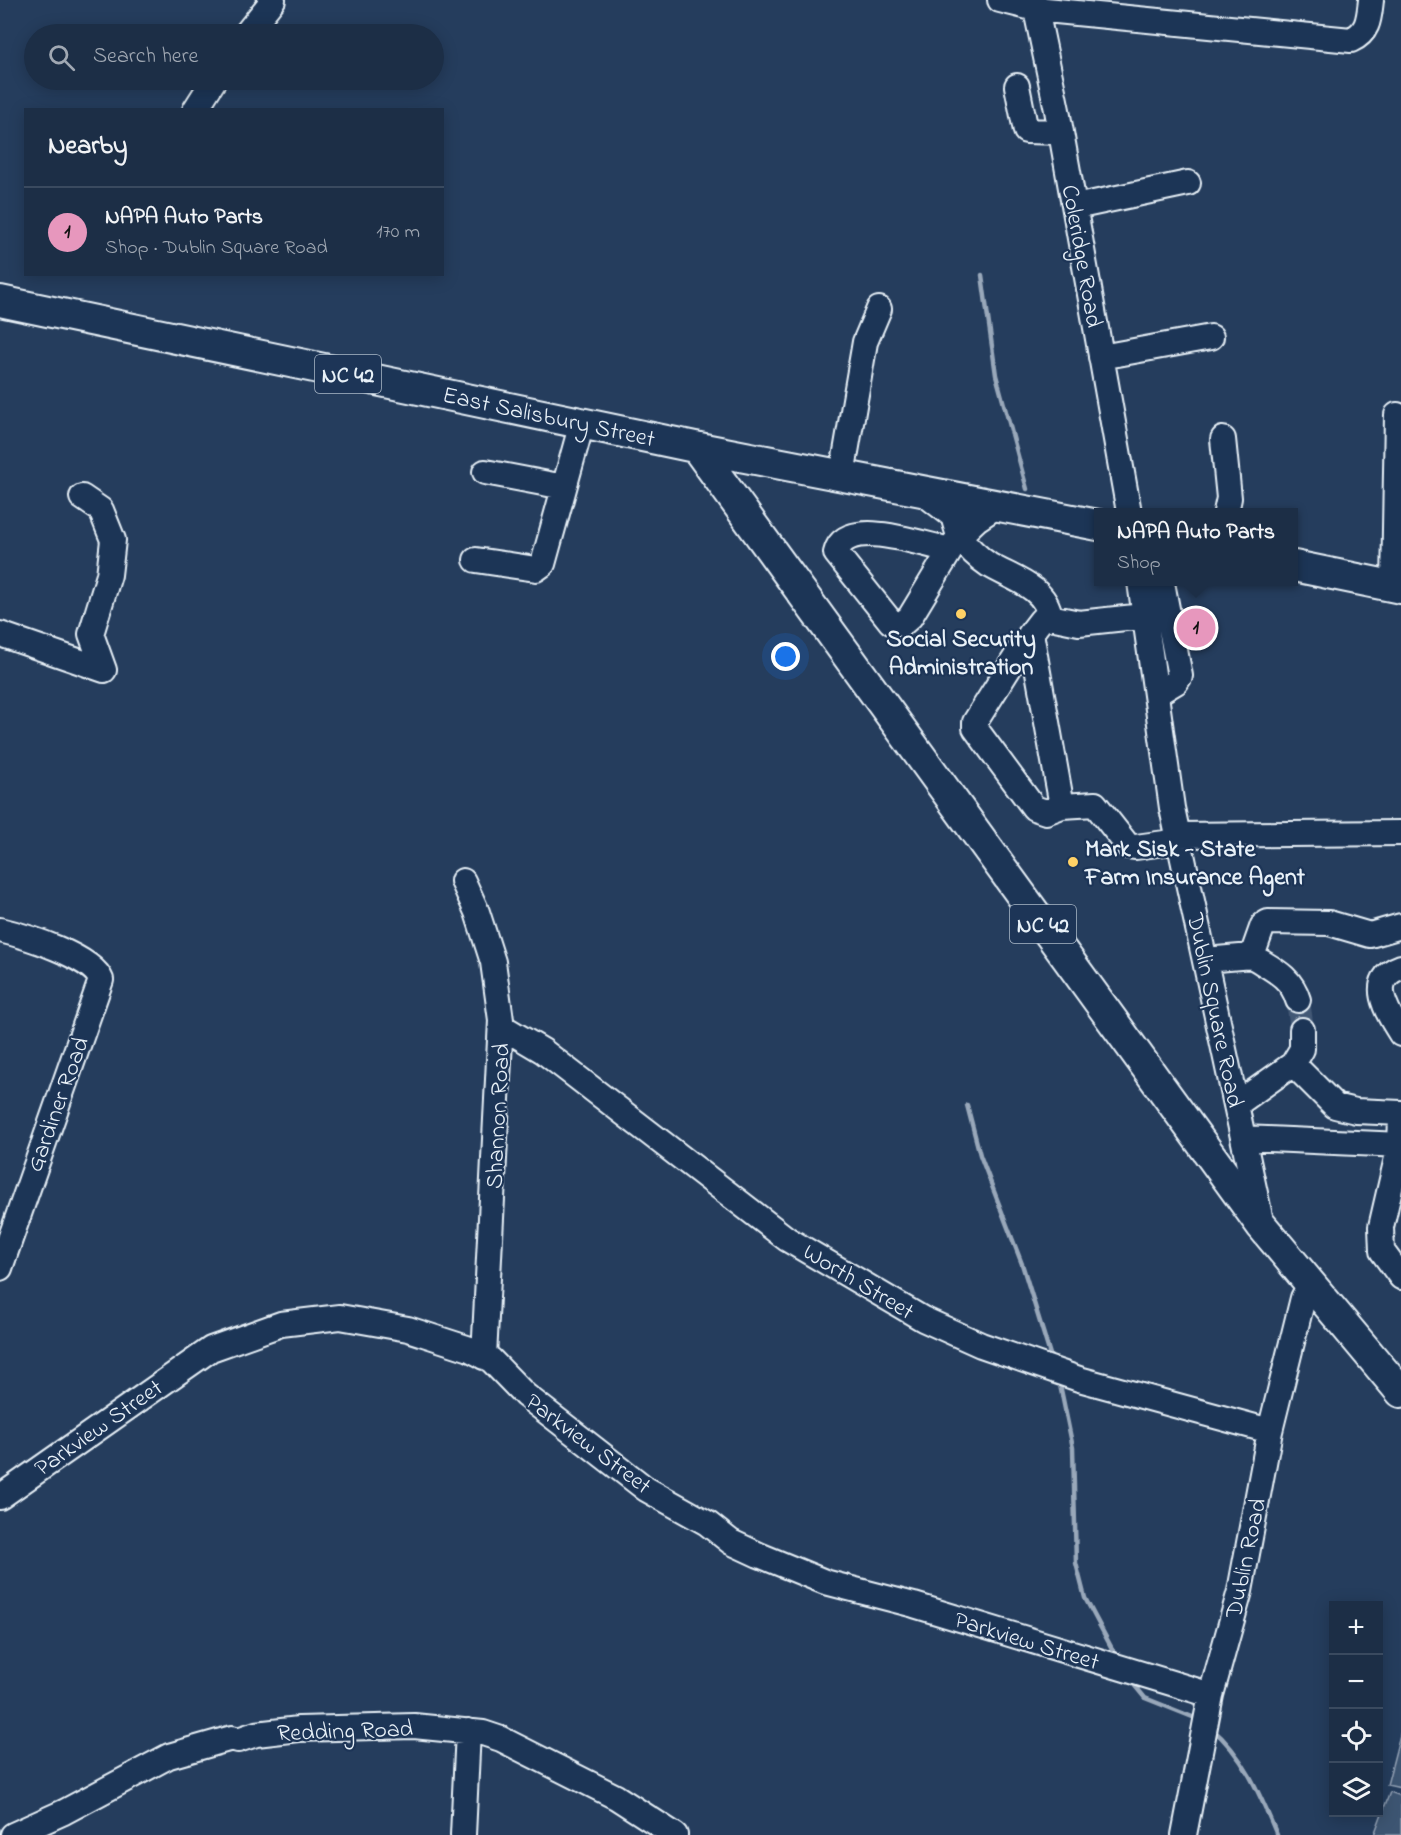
<!DOCTYPE html>
<html lang="en">
<head>
<meta charset="utf-8">
<style>
  :root { --surface:#1c2e46; --page:#293a51; --text:#f1f3f6; --muted:#a0a8b3; --line:#3a4a5f; --accent:#e797bd }
  body { margin:0; font-family:"Indie Flower",sans-serif; background:var(--page); color:var(--text) }
  .controls { position:absolute; right:18px; bottom:18px; display:grid; overflow:hidden; border-radius:0px; box-shadow:0 3px 15px #0003 }
  .controls button { width:54px; height:54px; display:grid; place-items:center; padding:0; border:0; border-bottom:2px solid var(--line); background:var(--surface); color:var(--text); font:30px sans-serif }
  .you { position:absolute; left:786px; top:657px; width:21px; height:21px; margin:-15px; border:4px solid #fff; border-radius:50%; background:#1a73e8; box-shadow:0 0 0 9px #1a73e833 }
  .badge { display:grid; place-items:center; width:39px; height:39px; border-radius:50%; background:var(--accent); color:#111; font-size:20px; font-weight:700 }
  .pin { position:absolute; translate:-50% -50%; border:3px solid #fff; box-shadow:0 2px 6px #0006 }
  .popup { position:absolute; left:1094px; top:508px; width:204px; height:78px; box-sizing:border-box; display:grid; place-content:center; border-radius:0px; background:var(--surface); filter:drop-shadow(0 2px 4px #0005); font-size:20px; white-space:nowrap; color:var(--muted) }
  .popup b { font-size:22px; color:var(--text) }
  .popup::after { content:''; position:absolute; left:50%; top:100%; margin-left:-12px; border:12px solid transparent; border-top-color:var(--surface) }
  .list { margin:0; padding:0; list-style:none }
  h2 { display:flex; justify-content:space-between; align-items:center; height:78px; margin:0; padding:0 24px; font-size:26px }
  h2 small { font-size:20px; font-weight:400; color:var(--muted) }
  .list li { display:grid; grid-template-columns:39px 1fr auto; gap:18px; align-items:center; box-sizing:border-box; height:90px; padding:0 24px; border-top:2px solid var(--line) }
  .list b { display:block; font-size:22px; white-space:nowrap }
  .list p { margin:0; font-size:20px; white-space:nowrap; color:var(--muted) }
  .list em { font-size:20px; font-style:normal; color:var(--muted) }
  .icon { flex:none; width:33px; height:33px; fill:none; stroke:currentColor; stroke-width:2; stroke-linecap:round; stroke-linejoin:round }
  .map { position:relative; flex:none; width:1401px; height:1835px; overflow:hidden }
  .search { position:absolute; background:var(--surface); box-shadow:0 3px 15px #0003; left:24px; top:24px; width:420px; height:66px; display:flex; align-items:center; gap:15px; box-sizing:border-box; padding:0 21px; border-radius:33px; color:var(--muted); font-size:22px }
  .panel { position:absolute; background:var(--surface); box-shadow:0 3px 15px #0003; left:24px; top:108px; width:420px; height:168px; border-radius:0px }
  .map>svg:first-child { display:block }
  .green { fill:#3e5472; stroke:#93a2b5; stroke-width:1.5 }
  .lines { fill:none; stroke-linecap:round; stroke-linejoin:round }
  .stream { stroke:#99a8ba; stroke-width:4.5 }
  .minor-tunnel { stroke:#425874; stroke-width:24; stroke-dasharray:24 12; stroke-linecap:butt }
  .minor-casing { stroke:#e8f1f8; stroke-width:28 }
  .major-casing { stroke:#e8f1f8; stroke-width:34 }
  .minor { stroke:#1d3557; stroke-width:24 }
  .major { stroke:#1d3557; stroke-width:30 }
  .poi-dot { fill:#ffd166; stroke:#1d3557; stroke-width:2 }
  .labels { text-anchor:middle; stroke-width:4.5; stroke-linejoin:round; paint-order:stroke }
  .shield { fill:#1d3557; stroke:#abb9c8; stroke-width:1.5 }
  .shield-label { font-size:22px; font-weight:bold; fill:#e8f1f8 }
  .street-label { font-size:24px; fill:#e8f1f8; stroke:#1d3557 }
  .poi-label { font-size:24px; font-weight:bold; fill:#e8f1f8; stroke:#1d3557 }
</style>
</head>
<body>
<div class="map">
<svg width="1401" height="1835" viewBox="0 0 1401 1835">
  <rect width="100%" height="100%" fill="#253d5d"/>
  <filter id="ink" filterUnits="userSpaceOnUse"><feTurbulence type="fractalNoise" baseFrequency=".0167" numOctaves="2"/><feDisplacementMap in="SourceGraphic" scale="12" xChannelSelector="R" yChannelSelector="G"/><feConvolveMatrix kernelMatrix="1 2 1 2 8 2 1 2 1" color-interpolation-filters="sRGB"/></filter>
  <g filter="url(#ink)">
    <path class="green" d="M1401,1731V1788L1387,1785Z
      M1390,1792L1401,1796V1835H1374Z"/>
    <g class="lines">
      <path class="stream" d="M982,275L996,375L1027,489
        M967,1105L980,1155L1022,1264L1052,1361
        M1059,1380L1073,1448L1076,1563L1085,1598L1117,1658
        M1131,1681L1145,1698L1200,1720
        M1211,1728C1244,1755 1261,1797 1277,1835"/>
      <path class="minor-tunnel" d="M1298,1000L1302,1030"/>
      <g class="minor-casing">
        <path id="minor" d="M1000,0L1036,9L1351,40C1369,32 1369,17 1371,0
          M1034,0L1057,110L1129,512
          M246,34L273,0
          M1017,86L1026,131L1061,132
          M195,110L214,80
          M1075,207L1188,183
          M1101,357L1211,337
          M1223,439L1229,498L1226,512
          M485,472L564,487
          M842,475L865,342L879,309
          M922,492L953,516L959,536L977,519L998,505
          M82,497L101,510L113,540L109,575L91,634L104,670
          M950,550C924,545 845,515 836,553L891,622L902,624L910,617L959,536C968,548 977,557 989,565C1013,579 1046,587 1050,617
          M476,560L536,569L543,564L582,423
          M1140,582L1172,808L1261,1221
          M1394,586L1397,415
          M1144,616L1079,623L1050,617L1041,620L1031,633L1062,806L1095,804L1128,846L1136,847L1179,841
          M1031,633L975,722V728L1034,808L1046,812L1062,806
          M0,634L104,670
          M1156,694L1176,682L1180,676L1163,588
          M1178,835L1401,833
          M463,881L477,912L493,962L501,1020L484,1357
          M0,930C25,936 92,956 101,980L0,1268
          M1252,956C1272,969 1291,976 1298,1000
          M1205,960L1252,956L1263,925L1268,922L1329,923L1370,935L1401,926
          M1401,967C1366,979 1387,1012 1401,1034
          M501,1026L543,1051L787,1239L923,1319L981,1345L1079,1379L1270,1431
          M1293,1064L1302,1049V1030
          M1237,1104L1293,1064L1335,1106L1356,1111L1401,1113
          M1401,1118L1400,1145L1381,1227L1382,1251L1401,1277
          M1244,1138L1401,1145
          M0,1497L211,1349L281,1324L340,1317L408,1329L470,1349L491,1360L525,1395L646,1489L707,1523L731,1542L759,1555L825,1582L914,1605L1211,1695
          M13,1835L64,1812L169,1756L232,1738L238,1740L256,1734L299,1729L414,1726L483,1733L501,1739L616,1797L675,1835
          M463,1835L468,1731
          M1184,1835L1211,1695L1240,1591L1270,1431L1303,1298L1310,1284"/>
      </g>
      <g class="major-casing">
        <path id="major" d="M0,301L709,450L1098,525
          M696,447L1261,1225L1401,1392
          M1294,566L1401,588"/>
      </g>
      <use href="#minor" class="minor"/>
      <use href="#major" class="major"/>
    </g>
  </g>
  <g class="poi-dot">
    <circle cx="961" cy="614" r="6"/>
    <circle cx="1073" cy="862" r="6"/>
  </g>
  <g class="labels">
    <g class="shield">
      <rect x="315" y="355" width="66" height="38" rx="4.5"/>
      <rect x="1010" y="905" width="66" height="38" rx="4.5"/>
    </g>
    <g class="shield-label">
      <text x="348" y="382">NC 42</text>
      <text x="1043" y="932">NC 42</text>
    </g>
    <g class="street-label">
      <text transform="translate(1083 256) rotate(80)" y="8">Coleridge Road</text>
      <text transform="translate(549 416) rotate(12)" y="8">East Salisbury Street</text>
      <text transform="translate(1216 1010) rotate(78)" y="8">Dublin Square Road</text>
      <text transform="translate(57 1104) rotate(-70)" y="8">Gardiner Road</text>
      <text transform="translate(497 1116) rotate(-87)" y="8">Shannon Road</text>
      <text transform="translate(859 1281) rotate(31)" y="8">Worth Street</text>
      <text transform="translate(98 1427) rotate(-35)" y="8">Parkview Street</text>
      <text transform="translate(589 1443) rotate(37)" y="8">Parkview Street</text>
      <text transform="translate(1245 1558) rotate(-78)" y="8">Dublin Road</text>
      <text transform="translate(1027 1640) rotate(17)" y="8">Parkview Street</text>
      <text transform="translate(345 1730) rotate(-2)" y="8">Redding Road</text>
    </g>
    <g class="poi-label">
      <text x="961" y="646">Social Security<tspan x="961" dy="28">Administration</tspan></text>
      <text x="1085" y="856" text-anchor="start">Mark Sisk - State<tspan x="1085" dy="28">Farm Insurance Agent</tspan></text>
    </g>
  </g>
</svg>
<div class="controls">
<button>+</button>
<button>−</button>
<button><svg class="icon" aria-label="locate" viewBox="0 0 24 24"><circle cx="12" cy="12" r="6"/><path d="M12 2v4M12 18v4M2 12h4M18 12h4"/></svg></button>
<button><svg class="icon" aria-label="layers" viewBox="0 0 24 24"><path d="M12 4l9 5-9 5-9-5zM3 14l9 5 9-5"/></svg></button>
</div>
<div class="you"></div>
<div class="pin badge" style="left:1196px;top:628px">1</div>
<div class="popup"><b>NAPA Auto Parts</b>Shop</div>
<div class="search"><svg class="icon" aria-label="search" viewBox="0 0 24 24"><circle cx="10" cy="10" r="6"/><path d="M15 15l6 6"/></svg>Search here</div>
<section class="panel">
<h2>Nearby<small></small></h2>
<ul class="list">
<li><span class="badge">1</span><div><b>NAPA Auto Parts</b><p>Shop · Dublin Square Road</p></div><em>170 m</em></li>
</ul>
</section>
</div>
</body>
</html>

### Task requirements
Only the lines from the top of the material above down to the line bearing "font-size:20px; font-weight:400; color:var(--muted)", that line included, should be set down exactly; no pictures.

### Reply to the exercise
<!DOCTYPE html>
<html lang="en">
<head>
<meta charset="utf-8">
<style>
  :root { --surface:#1c2e46; --page:#293a51; --text:#f1f3f6; --muted:#a0a8b3; --line:#3a4a5f; --accent:#e797bd }
  body { margin:0; font-family:"Indie Flower",sans-serif; background:var(--page); color:var(--text) }
  .controls { position:absolute; right:18px; bottom:18px; display:grid; overflow:hidden; border-radius:0px; box-shadow:0 3px 15px #0003 }
  .controls button { width:54px; height:54px; display:grid; place-items:center; padding:0; border:0; border-bottom:2px solid var(--line); background:var(--surface); color:var(--text); font:30px sans-serif }
  .you { position:absolute; left:786px; top:657px; width:21px; height:21px; margin:-15px; border:4px solid #fff; border-radius:50%; background:#1a73e8; box-shadow:0 0 0 9px #1a73e833 }
  .badge { display:grid; place-items:center; width:39px; height:39px; border-radius:50%; background:var(--accent); color:#111; font-size:20px; font-weight:700 }
  .pin { position:absolute; translate:-50% -50%; border:3px solid #fff; box-shadow:0 2px 6px #0006 }
  .popup { position:absolute; left:1094px; top:508px; width:204px; height:78px; box-sizing:border-box; display:grid; place-content:center; border-radius:0px; background:var(--surface); filter:drop-shadow(0 2px 4px #0005); font-size:20px; white-space:nowrap; color:var(--muted) }
  .popup b { font-size:22px; color:var(--text) }
  .popup::after { content:''; position:absolute; left:50%; top:100%; margin-left:-12px; border:12px solid transparent; border-top-color:var(--surface) }
  .list { margin:0; padding:0; list-style:none }
  h2 { display:flex; justify-content:space-between; align-items:center; height:78px; margin:0; padding:0 24px; font-size:26px }
  h2 small { font-size:20px; font-weight:400; color:var(--muted) }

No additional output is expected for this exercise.